The different economic performance of China and India is another perfect illustration. After a promising start, economic reform in India has faltered, and growth has begun tapering off. If even a year ago, analysts, foreign and domestic, were predicting that India would overtake China -- in terms of growth rate, if not income level -- the barrier of double-digit growth now seems all but impossible to breach.
Indian commentators blame "policy paralysis," a euphemistic turn of phrase for the government's evident lack of interest in pushing files ranging from privatization of loss-making state-owned enterprises to unshackling rigid labor laws that retard the growth of a large, export-oriented manufacturing sector. The emphasis, rather, is on rolling out large, entitlement-based social programs, such as the flagship National Rural Employment Guarantee Act.

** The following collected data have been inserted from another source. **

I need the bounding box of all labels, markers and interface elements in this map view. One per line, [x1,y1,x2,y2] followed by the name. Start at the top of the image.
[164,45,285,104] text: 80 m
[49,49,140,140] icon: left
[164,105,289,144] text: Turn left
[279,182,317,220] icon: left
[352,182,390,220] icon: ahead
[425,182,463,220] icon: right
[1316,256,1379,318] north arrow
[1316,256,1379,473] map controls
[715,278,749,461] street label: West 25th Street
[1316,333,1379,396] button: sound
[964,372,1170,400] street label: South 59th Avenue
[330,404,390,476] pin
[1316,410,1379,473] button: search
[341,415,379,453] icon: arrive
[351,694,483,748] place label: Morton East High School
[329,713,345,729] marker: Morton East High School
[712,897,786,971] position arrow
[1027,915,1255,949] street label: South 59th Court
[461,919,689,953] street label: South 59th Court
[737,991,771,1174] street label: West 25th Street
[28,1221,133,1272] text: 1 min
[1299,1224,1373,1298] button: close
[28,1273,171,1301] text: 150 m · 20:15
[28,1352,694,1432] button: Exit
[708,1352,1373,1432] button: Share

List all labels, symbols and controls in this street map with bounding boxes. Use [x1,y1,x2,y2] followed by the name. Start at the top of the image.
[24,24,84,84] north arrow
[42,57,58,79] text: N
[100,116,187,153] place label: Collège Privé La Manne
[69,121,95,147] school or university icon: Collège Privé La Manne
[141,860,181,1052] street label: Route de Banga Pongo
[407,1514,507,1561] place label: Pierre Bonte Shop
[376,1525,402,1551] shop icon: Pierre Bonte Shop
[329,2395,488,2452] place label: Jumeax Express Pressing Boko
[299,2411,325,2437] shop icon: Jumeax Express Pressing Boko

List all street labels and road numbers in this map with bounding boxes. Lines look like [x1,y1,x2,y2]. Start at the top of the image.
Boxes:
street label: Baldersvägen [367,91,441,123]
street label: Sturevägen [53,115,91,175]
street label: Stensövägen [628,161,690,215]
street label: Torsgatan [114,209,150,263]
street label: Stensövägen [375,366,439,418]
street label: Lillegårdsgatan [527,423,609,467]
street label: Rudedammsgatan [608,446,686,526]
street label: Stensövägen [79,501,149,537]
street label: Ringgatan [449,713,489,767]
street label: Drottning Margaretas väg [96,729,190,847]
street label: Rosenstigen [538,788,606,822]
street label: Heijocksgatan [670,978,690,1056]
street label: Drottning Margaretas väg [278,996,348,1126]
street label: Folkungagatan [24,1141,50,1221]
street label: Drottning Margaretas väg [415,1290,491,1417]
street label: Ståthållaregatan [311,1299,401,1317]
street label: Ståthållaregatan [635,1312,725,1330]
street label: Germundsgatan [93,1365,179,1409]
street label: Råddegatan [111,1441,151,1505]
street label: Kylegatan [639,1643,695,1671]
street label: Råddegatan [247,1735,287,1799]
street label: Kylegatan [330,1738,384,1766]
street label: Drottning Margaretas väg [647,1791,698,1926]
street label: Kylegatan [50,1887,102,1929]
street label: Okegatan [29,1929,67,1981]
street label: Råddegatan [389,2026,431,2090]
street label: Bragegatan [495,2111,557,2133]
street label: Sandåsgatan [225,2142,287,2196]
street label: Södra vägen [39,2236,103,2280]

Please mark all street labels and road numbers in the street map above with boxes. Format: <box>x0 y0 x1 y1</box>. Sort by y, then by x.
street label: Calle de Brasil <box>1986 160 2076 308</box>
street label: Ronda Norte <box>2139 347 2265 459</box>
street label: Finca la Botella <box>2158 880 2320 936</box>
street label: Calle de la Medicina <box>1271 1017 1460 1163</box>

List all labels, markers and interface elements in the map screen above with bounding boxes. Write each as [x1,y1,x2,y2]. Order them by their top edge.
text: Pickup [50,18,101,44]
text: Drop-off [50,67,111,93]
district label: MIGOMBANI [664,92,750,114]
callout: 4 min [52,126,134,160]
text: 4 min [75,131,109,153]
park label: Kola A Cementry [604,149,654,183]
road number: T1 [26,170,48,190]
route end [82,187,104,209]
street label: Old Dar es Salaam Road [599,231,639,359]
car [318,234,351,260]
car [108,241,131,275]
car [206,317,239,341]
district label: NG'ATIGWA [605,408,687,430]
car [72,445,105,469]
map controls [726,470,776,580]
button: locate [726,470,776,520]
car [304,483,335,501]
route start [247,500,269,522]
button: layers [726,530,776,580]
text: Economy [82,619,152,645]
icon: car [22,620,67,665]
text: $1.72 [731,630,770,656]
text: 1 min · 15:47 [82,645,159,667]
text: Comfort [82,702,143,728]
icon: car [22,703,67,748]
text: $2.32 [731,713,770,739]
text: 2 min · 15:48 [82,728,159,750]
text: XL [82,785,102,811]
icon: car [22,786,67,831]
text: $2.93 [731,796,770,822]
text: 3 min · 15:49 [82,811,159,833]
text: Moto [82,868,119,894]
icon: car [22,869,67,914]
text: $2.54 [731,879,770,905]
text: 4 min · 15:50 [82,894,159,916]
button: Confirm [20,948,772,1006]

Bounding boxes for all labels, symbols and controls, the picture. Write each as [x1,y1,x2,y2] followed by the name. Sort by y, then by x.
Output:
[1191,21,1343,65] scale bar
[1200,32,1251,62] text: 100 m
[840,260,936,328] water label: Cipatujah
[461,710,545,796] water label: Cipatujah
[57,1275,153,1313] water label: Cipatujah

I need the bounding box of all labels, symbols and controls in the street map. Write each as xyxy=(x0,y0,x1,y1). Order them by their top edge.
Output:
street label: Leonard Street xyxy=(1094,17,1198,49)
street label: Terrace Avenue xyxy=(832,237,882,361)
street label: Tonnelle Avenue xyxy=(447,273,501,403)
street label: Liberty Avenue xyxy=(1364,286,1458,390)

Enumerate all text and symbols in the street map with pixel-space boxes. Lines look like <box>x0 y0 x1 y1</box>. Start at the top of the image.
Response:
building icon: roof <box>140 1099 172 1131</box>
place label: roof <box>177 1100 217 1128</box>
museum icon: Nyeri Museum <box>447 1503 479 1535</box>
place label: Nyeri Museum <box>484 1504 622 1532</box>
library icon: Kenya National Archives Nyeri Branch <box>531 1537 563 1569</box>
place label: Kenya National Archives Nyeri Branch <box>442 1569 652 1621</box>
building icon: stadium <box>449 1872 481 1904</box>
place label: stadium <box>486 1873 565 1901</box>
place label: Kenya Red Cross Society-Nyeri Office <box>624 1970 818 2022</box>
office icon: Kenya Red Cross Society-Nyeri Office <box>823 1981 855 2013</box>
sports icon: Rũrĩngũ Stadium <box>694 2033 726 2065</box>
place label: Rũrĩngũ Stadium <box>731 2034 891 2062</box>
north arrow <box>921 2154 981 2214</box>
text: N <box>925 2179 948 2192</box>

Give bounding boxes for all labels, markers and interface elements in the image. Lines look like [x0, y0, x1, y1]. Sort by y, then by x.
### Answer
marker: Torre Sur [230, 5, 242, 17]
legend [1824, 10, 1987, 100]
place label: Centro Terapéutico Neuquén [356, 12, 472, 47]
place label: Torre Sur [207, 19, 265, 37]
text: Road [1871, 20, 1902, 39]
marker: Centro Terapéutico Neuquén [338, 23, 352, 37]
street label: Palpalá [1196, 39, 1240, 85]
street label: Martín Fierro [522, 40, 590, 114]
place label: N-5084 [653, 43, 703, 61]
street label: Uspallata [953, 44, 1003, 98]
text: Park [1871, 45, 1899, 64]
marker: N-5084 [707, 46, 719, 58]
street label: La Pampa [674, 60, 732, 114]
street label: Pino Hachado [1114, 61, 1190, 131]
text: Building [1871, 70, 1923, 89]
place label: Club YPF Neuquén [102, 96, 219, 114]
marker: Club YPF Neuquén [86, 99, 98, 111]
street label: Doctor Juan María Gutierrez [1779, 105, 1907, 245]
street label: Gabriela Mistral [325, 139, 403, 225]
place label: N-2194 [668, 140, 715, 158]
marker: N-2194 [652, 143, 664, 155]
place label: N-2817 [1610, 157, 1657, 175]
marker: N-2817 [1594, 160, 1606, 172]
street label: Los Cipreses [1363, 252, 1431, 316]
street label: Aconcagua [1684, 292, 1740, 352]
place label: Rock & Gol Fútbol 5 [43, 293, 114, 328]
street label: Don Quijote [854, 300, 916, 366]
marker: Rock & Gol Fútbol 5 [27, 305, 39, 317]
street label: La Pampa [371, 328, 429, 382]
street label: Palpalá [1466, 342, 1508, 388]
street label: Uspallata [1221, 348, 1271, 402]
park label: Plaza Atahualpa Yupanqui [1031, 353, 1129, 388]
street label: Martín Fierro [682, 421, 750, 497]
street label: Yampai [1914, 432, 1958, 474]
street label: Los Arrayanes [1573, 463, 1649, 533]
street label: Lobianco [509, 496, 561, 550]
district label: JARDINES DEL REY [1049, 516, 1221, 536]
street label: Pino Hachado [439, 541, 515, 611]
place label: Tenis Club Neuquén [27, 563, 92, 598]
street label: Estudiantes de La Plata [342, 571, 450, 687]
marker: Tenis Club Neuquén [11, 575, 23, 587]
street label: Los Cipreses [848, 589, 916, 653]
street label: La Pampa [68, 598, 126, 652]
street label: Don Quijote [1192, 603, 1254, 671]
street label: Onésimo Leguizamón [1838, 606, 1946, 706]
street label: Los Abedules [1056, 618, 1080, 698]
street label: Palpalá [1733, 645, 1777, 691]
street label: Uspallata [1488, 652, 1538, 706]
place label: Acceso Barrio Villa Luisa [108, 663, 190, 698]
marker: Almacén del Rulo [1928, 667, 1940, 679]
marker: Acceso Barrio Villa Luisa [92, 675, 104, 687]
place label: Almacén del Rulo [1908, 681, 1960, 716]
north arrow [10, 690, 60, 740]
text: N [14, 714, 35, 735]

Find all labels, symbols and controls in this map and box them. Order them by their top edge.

The knee-jerk reaction among economists and a certain category of political analysts is to castigate politicians who put redistribution ahead of growth. They point to the success of the East Asian "tigers" in earlier decades, and China today, as exemplary instances of well-honed policies that have delivered rapid and sustained economic advance.
Yet, they forget, in what might be termed willful amnesia, that all of these instances of economic liberalization took place under non-democratic political systems. South Korea, Taiwan, and Singapore were virtual one-party states, Hong Kong was a British colony, and Chile was ruled by a brutal and blood-soaked military dictatorship, during the period of rapid growth in all of these economies. And China today embodies the very opposite of an open and pluralistic society.
These days, of course, it is no longer army generals with medals and epaulettes, but Ivy League-trained bankers in bespoke business suits, who engineer bloodless coups. And their international backers are no longer the C.I.A., but the I.M.F. But whether sporting navy white or Savile Row pinstripe, the architects of economic reform, now as then, often do so from outside the political mainstream.
The corollary is that that the inertia of democratic polities -- what political economy terms "status quo bias" -- implies that sweeping economic reforms invariably occur in an ambiente of crisis. This was true of India's first wave of liberalization, following a foreign exchange crisis, in 1991, and, obviously, is true of Greece and Italy today.
Some observers, usually economists and policy analysts, lament the constraints that democracy places on economic policy, especially in the context of developing economies, and rue the impossibility of achieving Chinese-style rates of economic growth without embracing Chinese-style totalitarianism. Democracy, on this view, is like a sticky accelerator, which prevents the economic engine from racing ahead at full speed.
This is the wrong lesson to draw. Far from being a "constraint," democracy is integral to a civilized society. It is, in other words, inherently woven into the fabric of a society worth living in, not merely an instrumental component that may be disconnected when it becomes a nuisance.
Hopefully, those who criticize India's recent lacklustre economic performance, or who are cheering on the unelected administrators at the helm in Greece or Italy, will keep this in mind. The moment that democracy appears inconvenient or irrelevant to some, it is incumbent upon the rest of us to speak most vociferously in its defense.